Full Disclosure: I am second author on the McDonald et al. (2014) commentary.
Some of you may have seen that Psychological Science published our commentary on the Birtel and Crisp (2012) paper. Essentially we tried to replicate two of their studies with larger sample sizes (29 versus 240 and 32 versus 175, respectively) and obtained much lower effect size estimates. It is exciting that Psychological Science published our work and I think this is a hint of positive changes for the field. Hopefully nothing I write in this post undercuts that overarching message.
I read the Crisp and Birtel response and I had a set of responses (shocking, I know!). I think it is fair that they get the last word in print but I had some reactions that I wanted to share. Thus, I will outlet a few in this blog post. Before diving into issues, I want to reiterate the basic take home message of McDonald et al. (2014):
“Failures to replicate add important information to the literature and should be a normal part of the scientific enterprise. The current study suggests that more work is needed before Birtel and Crisp’s procedures are widely implemented. Interventions for treating prejudice may require more precise manipulations along with rigorous evaluation using large sample sizes.” (p. xx)
1. Can we get a mulligan on our title? We might want to revise the title of our commentary to make it clear that our efforts applied to only two specific findings in the original Birtel and Crisp (2012) paper. I think we were fairly circumscribed in the text itself but the title might have opened the door for how Crisp and Birtel (2014) responded. They basically thanked us for our efforts and pointed out that our two difficulties say nothing about the entire imagined contact hypothesis. They even argued that we “overgeneralized” our findings to the entire imagined contact literature. To be frank, I do not think they were being charitable to our piece with this criticism because we did not make this claim in the text. But titles are important and our title might have suggested some sort of overgeneralization. I will let readers make their own judgments. Regardless, I wish we had made the title more focused.

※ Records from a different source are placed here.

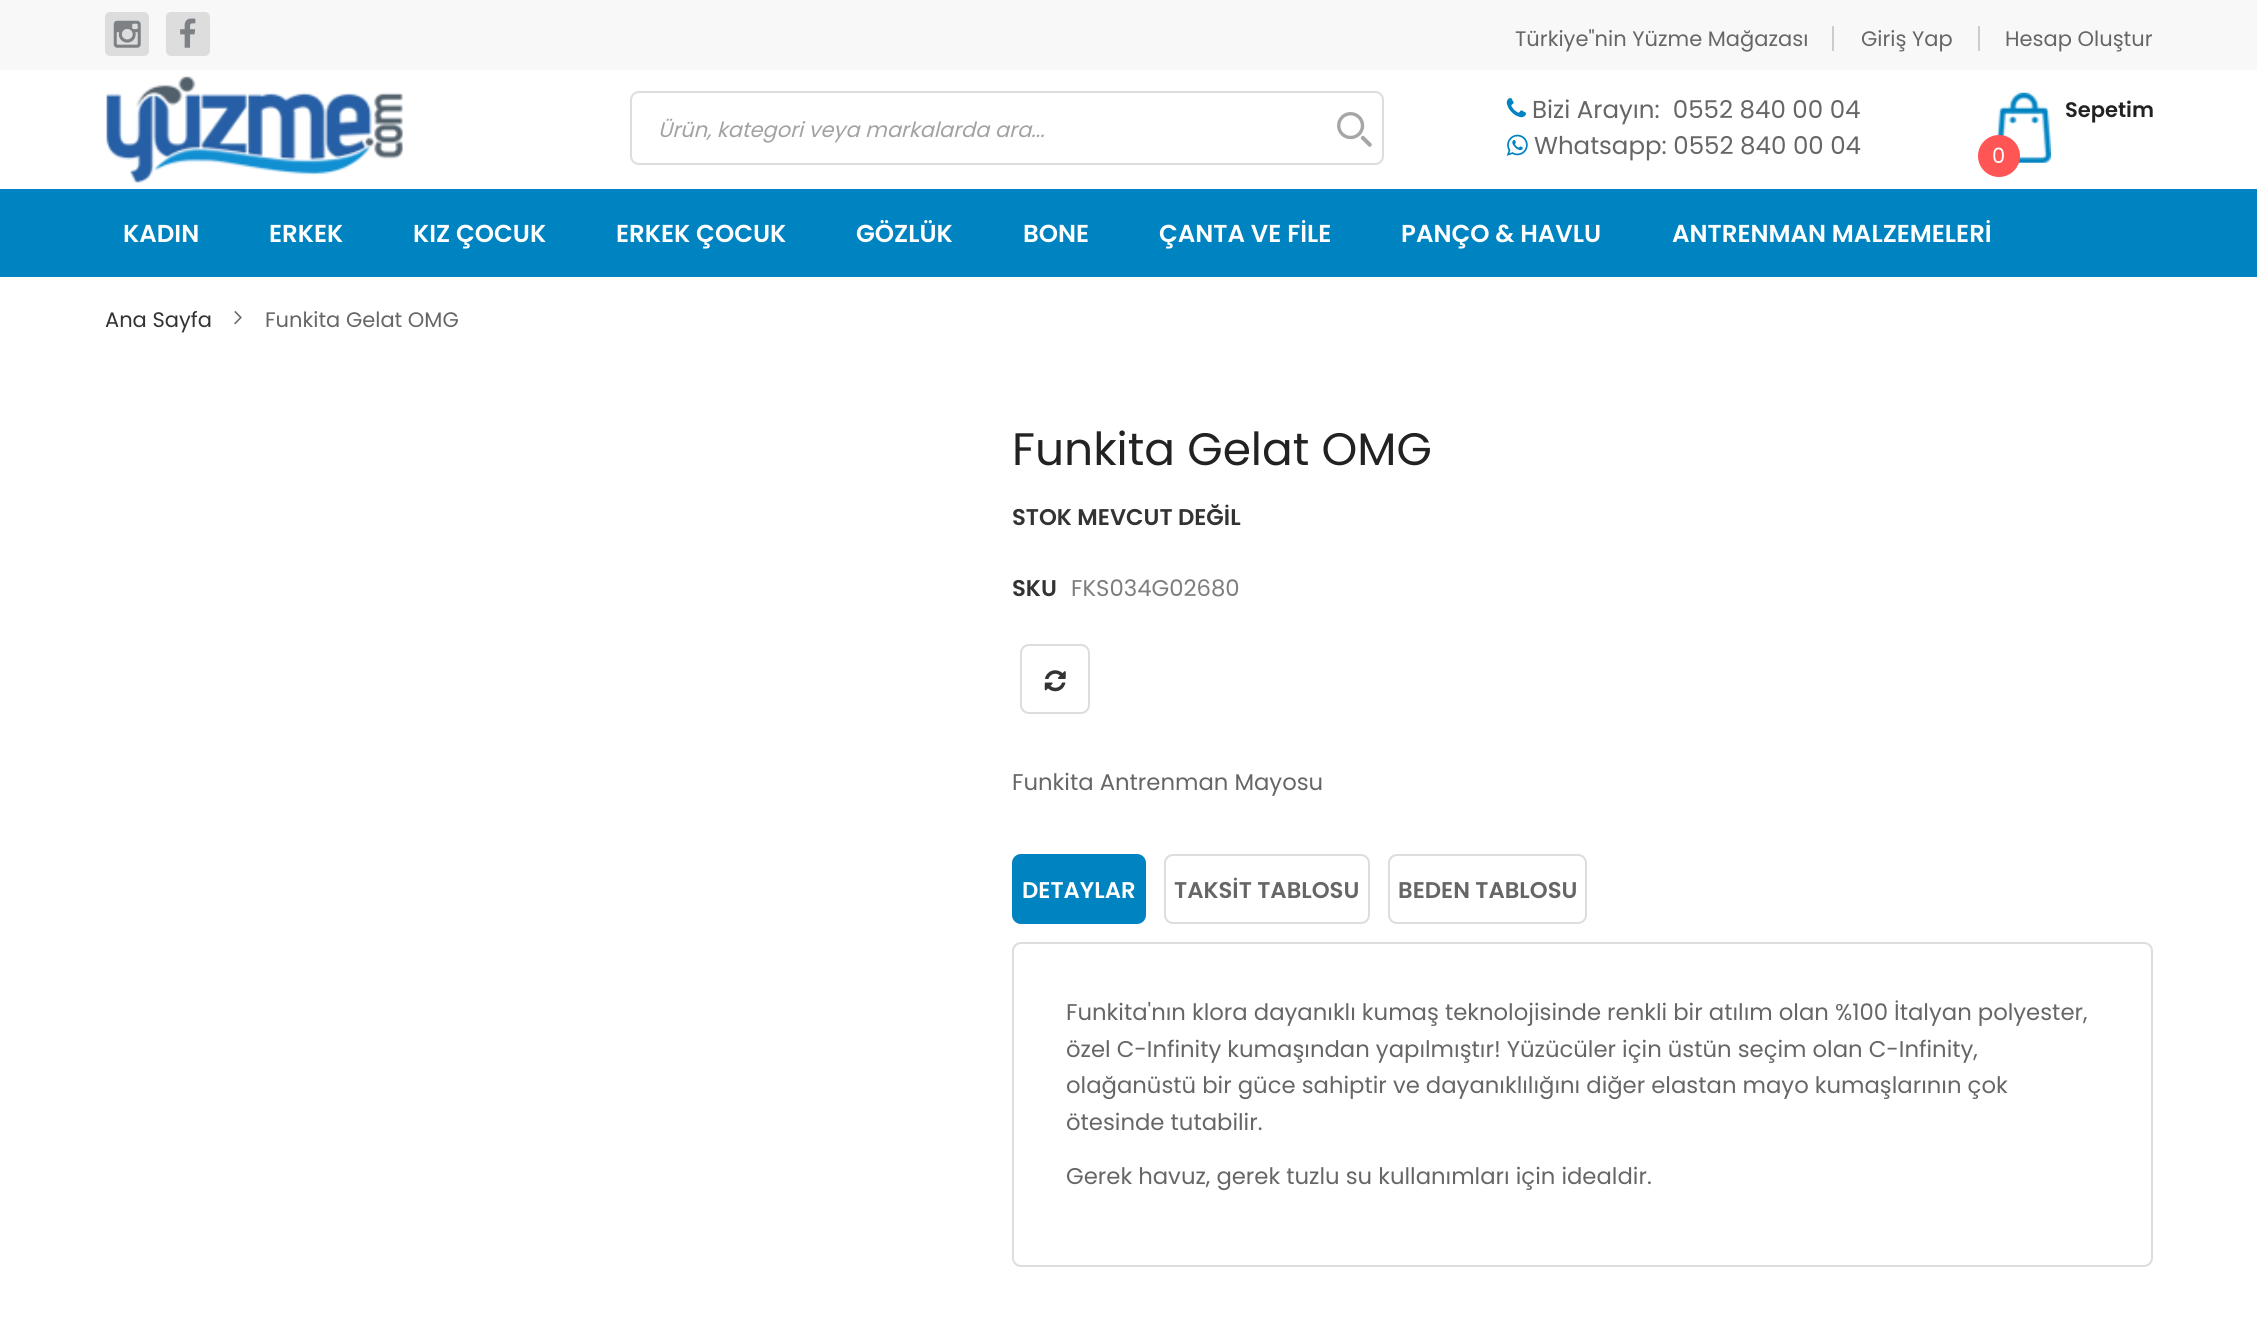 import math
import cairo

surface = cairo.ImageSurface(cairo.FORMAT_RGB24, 2257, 1318)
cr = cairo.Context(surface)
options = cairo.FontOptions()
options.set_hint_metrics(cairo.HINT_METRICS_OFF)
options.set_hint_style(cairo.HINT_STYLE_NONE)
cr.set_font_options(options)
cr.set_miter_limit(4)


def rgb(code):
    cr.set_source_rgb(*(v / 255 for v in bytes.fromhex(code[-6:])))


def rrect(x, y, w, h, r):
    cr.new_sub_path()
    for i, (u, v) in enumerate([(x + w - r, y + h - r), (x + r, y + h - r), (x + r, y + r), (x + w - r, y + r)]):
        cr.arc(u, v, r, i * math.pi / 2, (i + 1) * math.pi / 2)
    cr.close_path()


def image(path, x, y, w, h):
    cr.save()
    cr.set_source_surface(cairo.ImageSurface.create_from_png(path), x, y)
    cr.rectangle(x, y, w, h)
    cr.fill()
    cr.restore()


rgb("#ffffff")
cr.paint()
rgb("#f8f8f8")
cr.rectangle(0, 0, 2257, 70)
cr.fill()
rgb("#dddddd")
rrect(105, 12, 44, 44, 5)
cr.fill()
image("img/1.png", 113, 20, 28, 28)
rrect(166, 12, 44, 44, 5)
cr.fill()
image("img/2.png", 180, 18, 16, 30)
rgb("#cccccc")
cr.rectangle(1832, 26, 2, 25)
cr.fill()
cr.rectangle(1978, 26, 2, 25)
cr.fill()
image("img/3.png", 106, 76, 297, 107)
rrect(631, 92, 752, 72, 8)
rgb("#dddddd")
cr.stroke()
image("img/4.png", 1337, 112, 35, 35)
image("img/5.png", 1506, 98, 20, 20)
image("img/6.png", 1506, 134, 22, 22)
image("img/7.png", 1996, 92, 55, 71)
rgb("#ff5555")
cr.arc(1999, 156, 21, 0, 2 * math.pi)
cr.fill()
rgb("#0083c1")
cr.rectangle(0, 189, 2257, 88)
cr.fill()
image("img/8.png", 234, 311, 8, 14)
rrect(1021, 645, 68, 68, 8)
rgb("#dddddd")
cr.stroke()
image("img/9.png", 1044, 670, 22, 22)
rgb("#0083c1")
rrect(1013, 855, 132, 68, 8)
cr.fill_preserve()
cr.stroke()
rrect(1165, 855, 204, 68, 8)
rgb("#dddddd")
cr.stroke()
rrect(1389, 855, 197, 68, 8)
cr.stroke()
rrect(1013, 943, 1139, 323, 8)
cr.stroke()
cr.select_font_face("Poppins")
cr.set_font_size(21)
rgb("#666666")
for x, y, s in [
    (1515, 46, "Türkiye\"nin Yüzme Mağazası"),
    (1861, 46, "Giriş Yap"),
    (2005, 46, "Hesap Oluştur"),
]:
    cr.move_to(x, y)
    cr.show_text(s)
cr.select_font_face("Poppins", cairo.FONT_SLANT_ITALIC)
rgb("#a2a2a2")
cr.move_to(658, 137)
cr.show_text("Ürün, kategori veya markalarda ara...")
cr.select_font_face("Poppins")
cr.set_font_size(24.5)
rgb("#666666")
cr.move_to(1532, 118)
cr.show_text("Bizi Arayın:  0552 840 00 04")
cr.move_to(1534, 154)
cr.show_text("Whatsapp: 0552 840 00 04")
cr.select_font_face("Poppins SemiBold")
cr.set_font_size(21)
rgb("#222222")
cr.move_to(2065, 117)
cr.show_text("Sepetim")
cr.select_font_face("Poppins")
rgb("#ffffff")
cr.move_to(1992, 163)
cr.show_text("0")
cr.select_font_face("Poppins SemiBold")
cr.set_font_size(24.5)
for x, y, s in [
    (123, 242, "KADIN"),
    (269, 242, "ERKEK"),
    (413, 242, "KIZ ÇOCUK"),
    (616, 242, "ERKEK ÇOCUK"),
    (856, 242, "GÖZLÜK"),
    (1023, 242, "BONE"),
    (1159, 242, "ÇANTA VE FİLE"),
    (1401, 242, "PANÇO & HAVLU"),
    (1672, 242, "ANTRENMAN MALZEMELERİ"),
]:
    cr.move_to(x, y)
    cr.show_text(s)
cr.select_font_face("Poppins")
cr.set_font_size(21)
rgb("#333333")
cr.move_to(105, 327)
cr.show_text("Ana Sayfa")
rgb("#666666")
cr.move_to(265, 327)
cr.show_text("Funkita Gelat OMG")
cr.set_font_size(45.5)
rgb("#222222")
cr.move_to(1012, 465)
cr.show_text("Funkita Gelat OMG")
cr.select_font_face("Poppins SemiBold")
cr.set_font_size(22.75)
rgb("#333333")
cr.move_to(1012, 525)
cr.show_text("STOK MEVCUT DEĞİL")
cr.move_to(1012, 596)
cr.show_text("SKU")
cr.select_font_face("Poppins")
rgb("#7d7d7d")
cr.move_to(1071, 596)
cr.show_text("FKS034G02680")
rgb("#666666")
cr.move_to(1012, 790)
cr.show_text("Funkita Antrenman Mayosu")
cr.select_font_face("Poppins SemiBold")
rgb("#ffffff")
cr.move_to(1022, 898)
cr.show_text("DETAYLAR")
rgb("#666666")
cr.move_to(1174, 898)
cr.show_text("TAKSİT TABLOSU")
cr.move_to(1398, 898)
cr.show_text("BEDEN TABLOSU")
cr.select_font_face("Poppins")
for x, y, s in [
    (1066, 1020, "Funkita'nın klora dayanıklı kumaş teknolojisinde renkli bir atılım olan %100 İtalyan polyester,"),
    (1066, 1057, "özel C-Infinity kumaşından yapılmıştır! Yüzücüler için üstün seçim olan C-Infinity,"),
    (1066, 1093, "olağanüstü bir güce sahiptir ve dayanıklılığını diğer elastan mayo kumaşlarının çok"),
    (1066, 1130, "ötesinde tutabilir."),
    (1066, 1184, "Gerek havuz, gerek tuzlu su kullanımları için idealdir."),
]:
    cr.move_to(x, y)
    cr.show_text(s)
surface.write_to_png("page.png")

2. If you really believe the d is somewhere around .35, why were the sample sizes so small in the first place? A major substantive point in the Crisp and Birtel (2014) response is that the overall d for the imagined contact literature is somewhere around .35 based on a recent Miles and Crisp (2014) meta-analysis. That is a reasonable point but I think it actually undercuts the Birtel and Crisp (2012) paper and makes our take home point for us (i.e., the importance of using larger sample sizes in this literature). None of the original Birtel and Crisp (2012) studies had anywhere near the power to detect a population d of .35. If we take the simple two-group independent t-test design, the power requirements for .80 suggest the need for about 260 participants (130 in each group). The largest sample size in Birtel and Crisp (2012) was 32.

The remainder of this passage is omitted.